A Quantitative Structure-toxicokinetic Relationship Model for Highly Metabolised Chemicals

Abstract

The aim of the present study was to develop a quantitative structure-toxicokinetic relationship (QSTkR) model for highly metabolised chemicals (HMCs). The proposed QSTkR model is essentially a physiologically based toxicokinetic (PBTK) model, in which the blood:air and tissue:blood partition coefficients (PCs) are predicted from the molecular structure of chemicals, and the liver blood flow rate (Q1) is used to describe hepatic clearance.
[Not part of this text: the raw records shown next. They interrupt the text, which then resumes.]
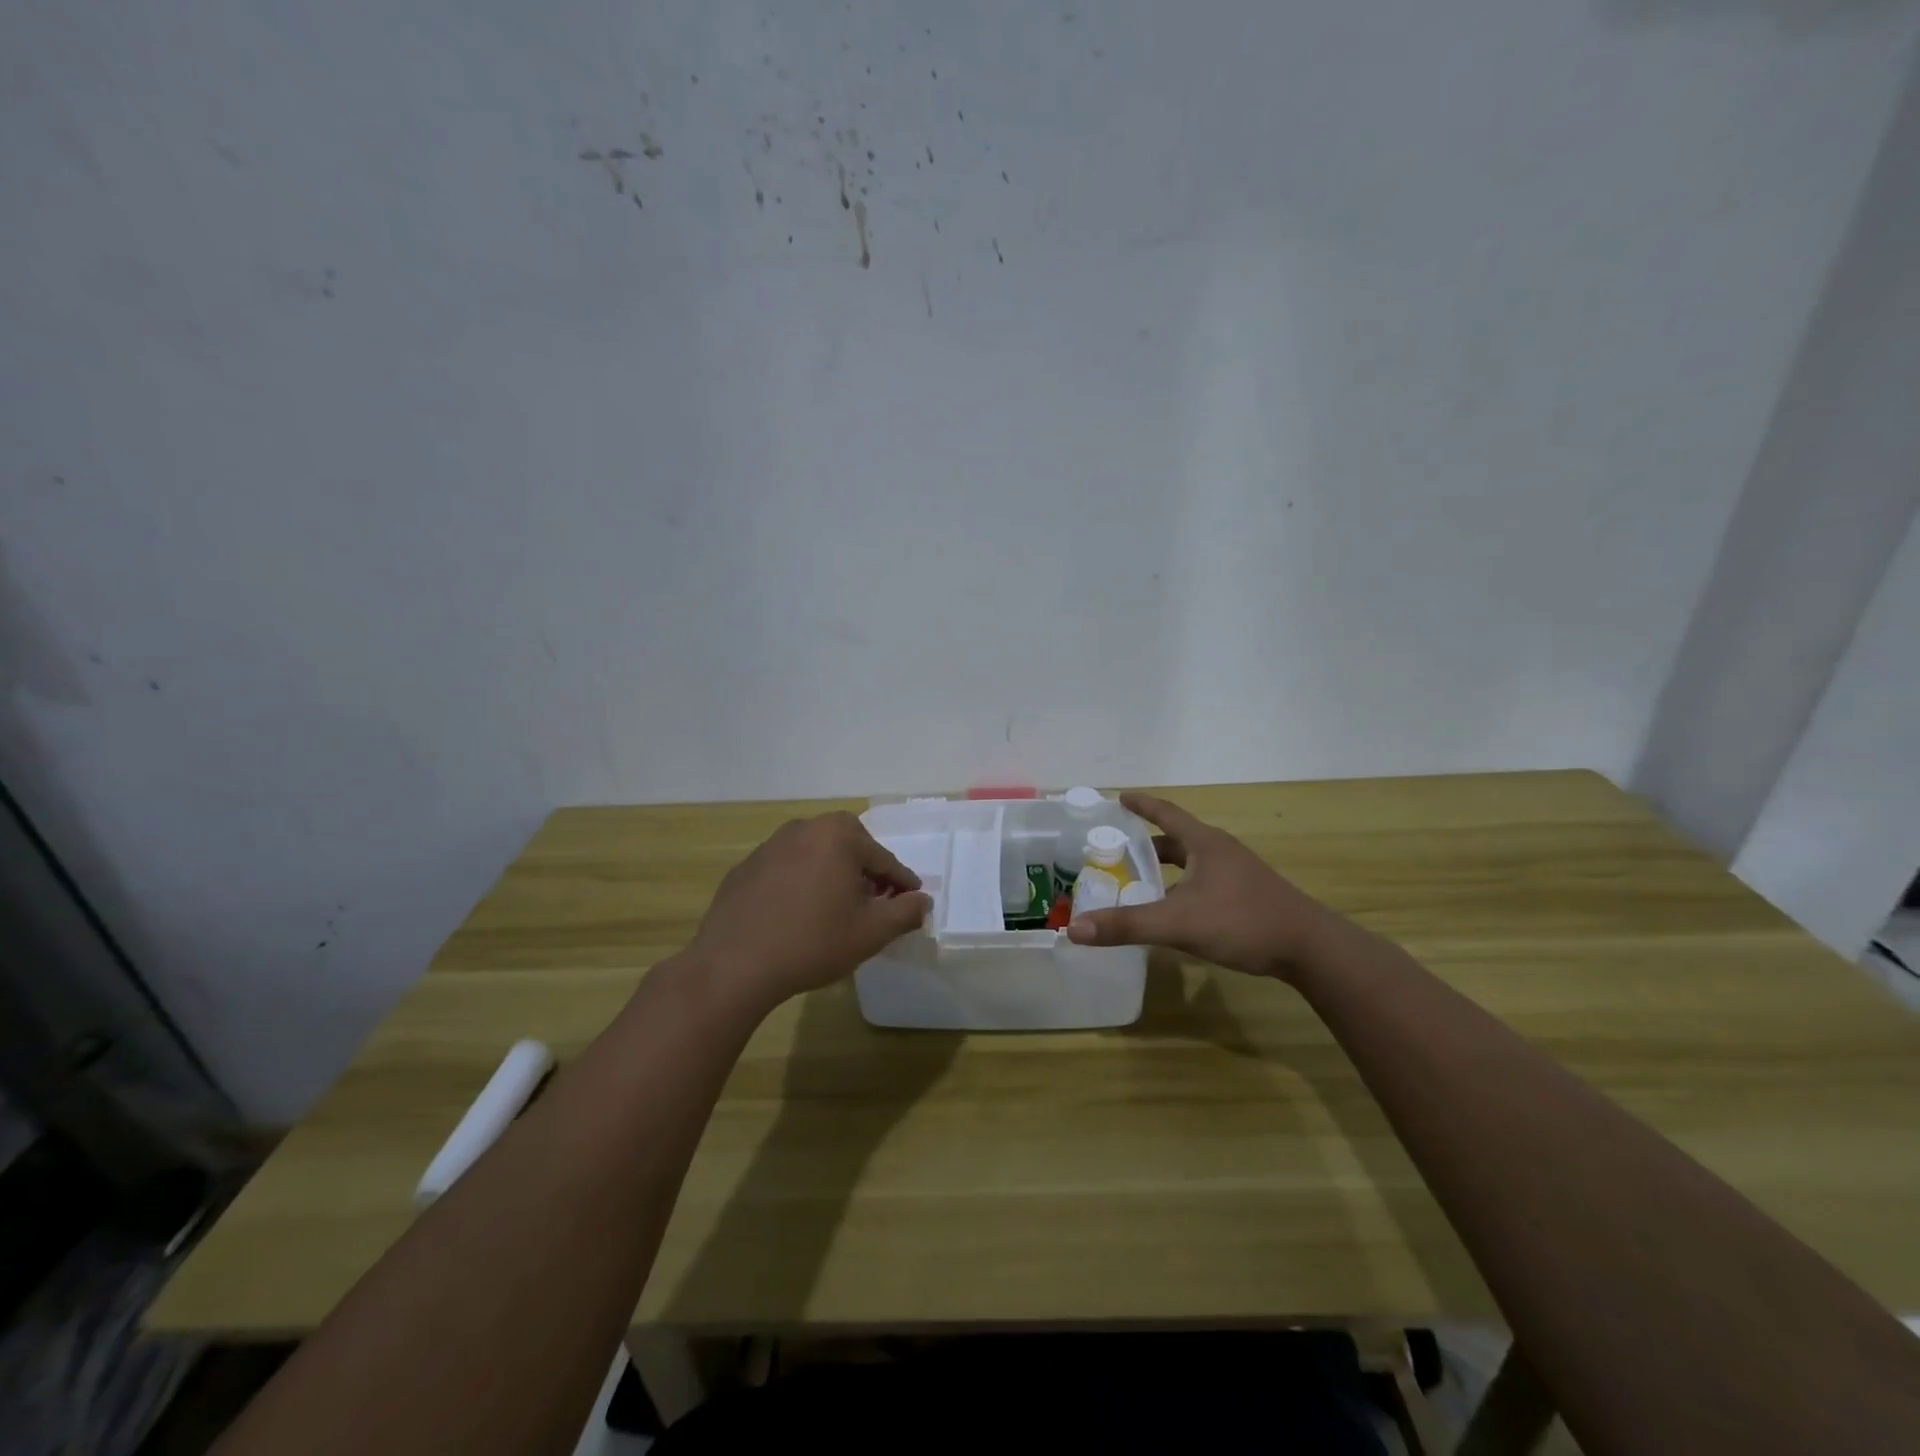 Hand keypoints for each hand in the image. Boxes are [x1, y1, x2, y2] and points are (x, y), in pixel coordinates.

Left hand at [688, 811, 931, 1011]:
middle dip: (865, 874)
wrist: (734, 964)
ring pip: (816, 856)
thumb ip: (905, 912)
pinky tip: (797, 916)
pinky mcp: (746, 867)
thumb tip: (923, 901)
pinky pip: (786, 870)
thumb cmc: (813, 941)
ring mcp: (770, 845)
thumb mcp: (871, 932)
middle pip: (849, 849)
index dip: (901, 884)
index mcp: (839, 834)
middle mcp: (805, 828)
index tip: (910, 902)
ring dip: (832, 876)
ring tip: (835, 911)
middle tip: (873, 904)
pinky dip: (800, 885)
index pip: (883, 859)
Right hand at [1065, 792, 1335, 979]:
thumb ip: (1127, 925)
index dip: (1141, 805)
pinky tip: (1174, 909)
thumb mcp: (1178, 923)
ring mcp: (1238, 873)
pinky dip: (1182, 886)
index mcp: (1205, 844)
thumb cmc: (1242, 922)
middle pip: (1177, 838)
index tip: (1120, 797)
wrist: (1310, 948)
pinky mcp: (1248, 895)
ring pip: (1192, 862)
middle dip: (1147, 842)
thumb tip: (1075, 928)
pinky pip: (1204, 880)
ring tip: (1139, 879)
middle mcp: (1221, 851)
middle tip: (1117, 849)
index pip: (1166, 813)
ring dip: (1166, 867) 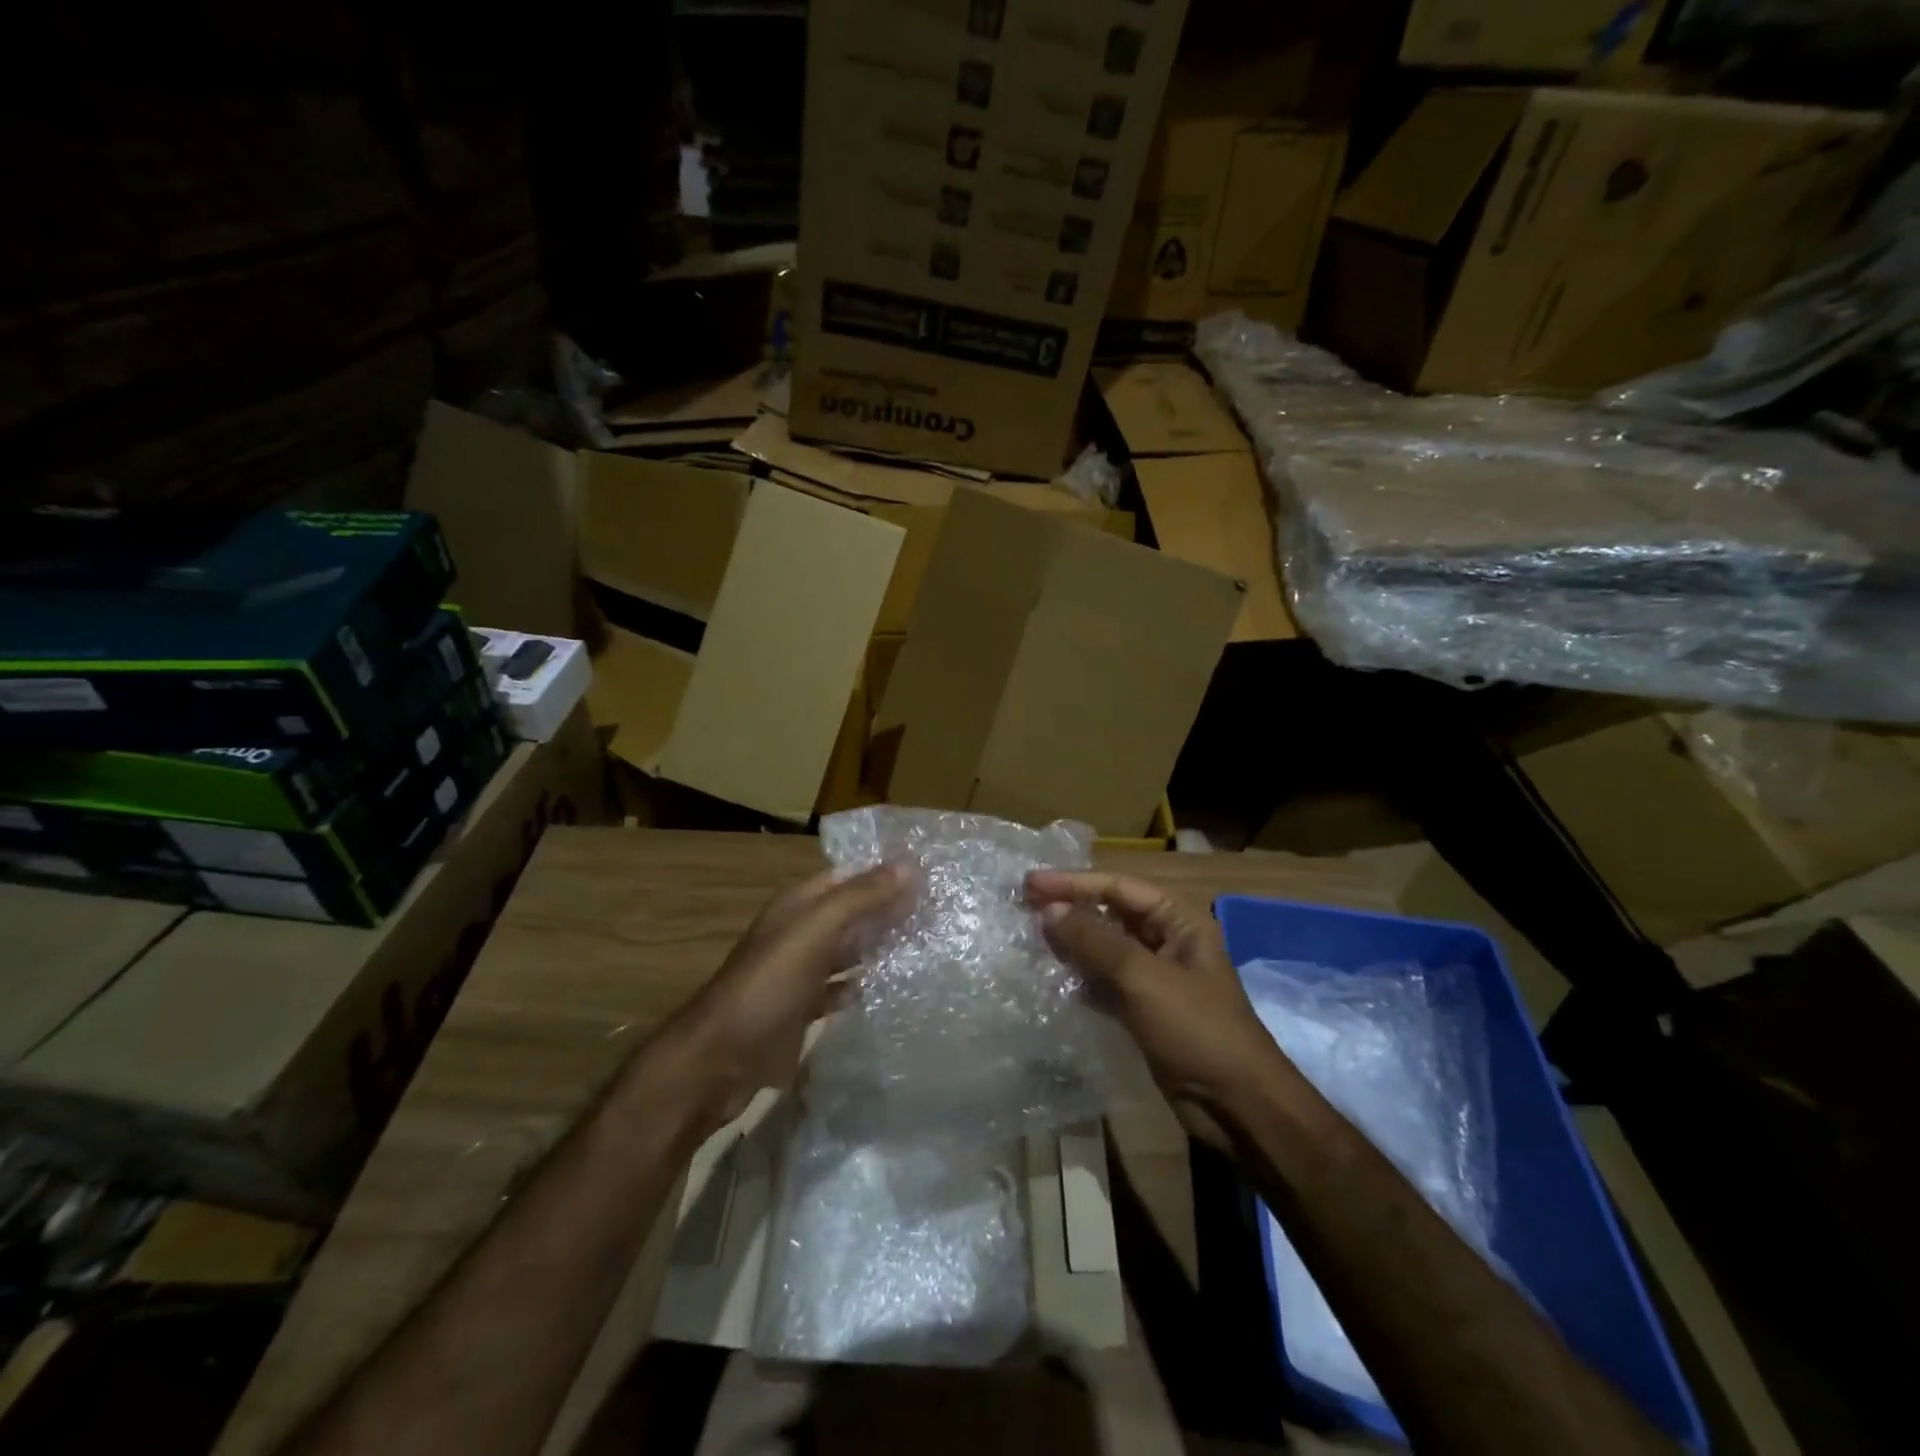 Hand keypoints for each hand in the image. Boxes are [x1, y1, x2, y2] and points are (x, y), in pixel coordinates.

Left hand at [651, 864, 908, 1132]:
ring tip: (930, 944)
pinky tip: (896, 987)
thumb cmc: (768, 984)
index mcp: (800, 904)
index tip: (934, 875)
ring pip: (851, 950)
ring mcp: (803, 971)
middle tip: (942, 911)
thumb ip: (860, 897)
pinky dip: (865, 984)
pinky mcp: (806, 1007)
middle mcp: (802, 931)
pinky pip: (843, 987)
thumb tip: (910, 864)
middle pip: (853, 912)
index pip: (851, 875)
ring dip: (882, 947)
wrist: (721, 1059)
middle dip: (890, 910)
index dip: (887, 873)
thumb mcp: (815, 931)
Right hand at [1026, 870, 1283, 1150]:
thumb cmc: (1196, 1030)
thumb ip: (1095, 941)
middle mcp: (1166, 941)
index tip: (1030, 883)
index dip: (1073, 883)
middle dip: (1070, 909)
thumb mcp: (1144, 979)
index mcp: (1179, 921)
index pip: (1118, 887)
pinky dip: (1080, 977)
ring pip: (1105, 948)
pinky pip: (1105, 981)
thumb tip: (1049, 910)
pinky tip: (1051, 977)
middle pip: (1110, 914)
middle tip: (1024, 906)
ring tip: (1030, 937)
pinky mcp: (1143, 1010)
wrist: (1237, 1106)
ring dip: (1071, 942)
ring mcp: (1155, 977) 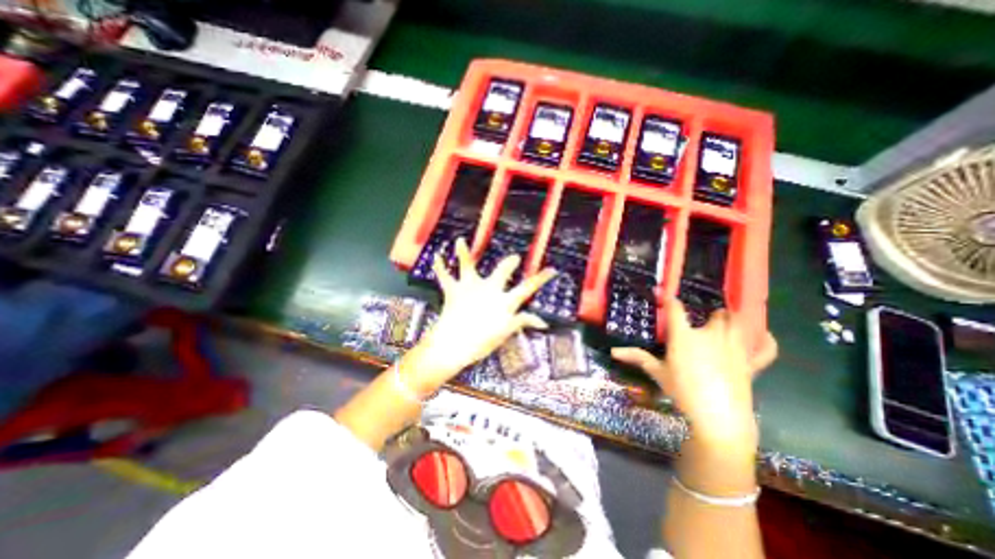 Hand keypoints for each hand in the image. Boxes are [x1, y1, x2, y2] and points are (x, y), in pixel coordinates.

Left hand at [410, 238, 551, 390]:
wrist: (453, 346)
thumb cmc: (481, 343)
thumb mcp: (505, 333)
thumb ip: (522, 322)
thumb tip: (542, 322)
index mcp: (503, 302)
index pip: (527, 288)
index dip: (540, 278)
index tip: (552, 269)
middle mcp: (488, 290)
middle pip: (502, 271)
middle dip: (509, 263)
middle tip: (514, 258)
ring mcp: (470, 288)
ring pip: (468, 266)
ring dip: (464, 253)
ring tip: (460, 240)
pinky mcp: (453, 291)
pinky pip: (445, 277)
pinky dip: (440, 268)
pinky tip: (436, 258)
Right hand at [616, 299, 777, 447]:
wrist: (718, 418)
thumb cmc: (682, 392)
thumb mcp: (658, 373)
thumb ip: (638, 358)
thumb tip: (613, 352)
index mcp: (685, 337)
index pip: (676, 310)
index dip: (669, 299)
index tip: (663, 293)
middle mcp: (711, 336)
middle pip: (716, 314)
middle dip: (711, 313)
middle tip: (703, 318)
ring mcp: (735, 348)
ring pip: (738, 324)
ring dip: (733, 319)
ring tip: (726, 320)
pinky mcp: (751, 364)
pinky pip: (765, 349)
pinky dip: (766, 342)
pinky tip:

Molecular structure-based prediction of the blood:air and tissue:blood PCs was performed from the n-octanol:water and water:air PCs of chemicals obtained with the conventional fragment constant methods. The validity of incorporating Q1 instead of metabolic rate constants, as the hepatic clearance factor, in PBTK models for HMCs (extraction ratio > 0.7) was verified by comparing the simulations of venous blood concentration (Cv) profiles obtained with both the QSTkR and PBTK model approaches for 1,1-dichloroethylehe, trichloroethylene and furan in the rat. Following the validation of this alternative approach for describing hepatic clearance of HMCs, a QSTkR model for dichloromethane was constructed. This model used molecular structure information as the sole input, and provided simulations of Cv for human exposure to low concentrations of dichloromethane. The QSTkR model simulations were similar to those obtained with the previously validated, conventional human PBTK model with experimentally determined PCs and metabolic rate constants (Vmax, Km and Kf) for dichloromethane. The present methodology is the first validated example of a mechanistically based prediction of the inhalation toxicokinetics of HMCs made solely from information on molecular structure.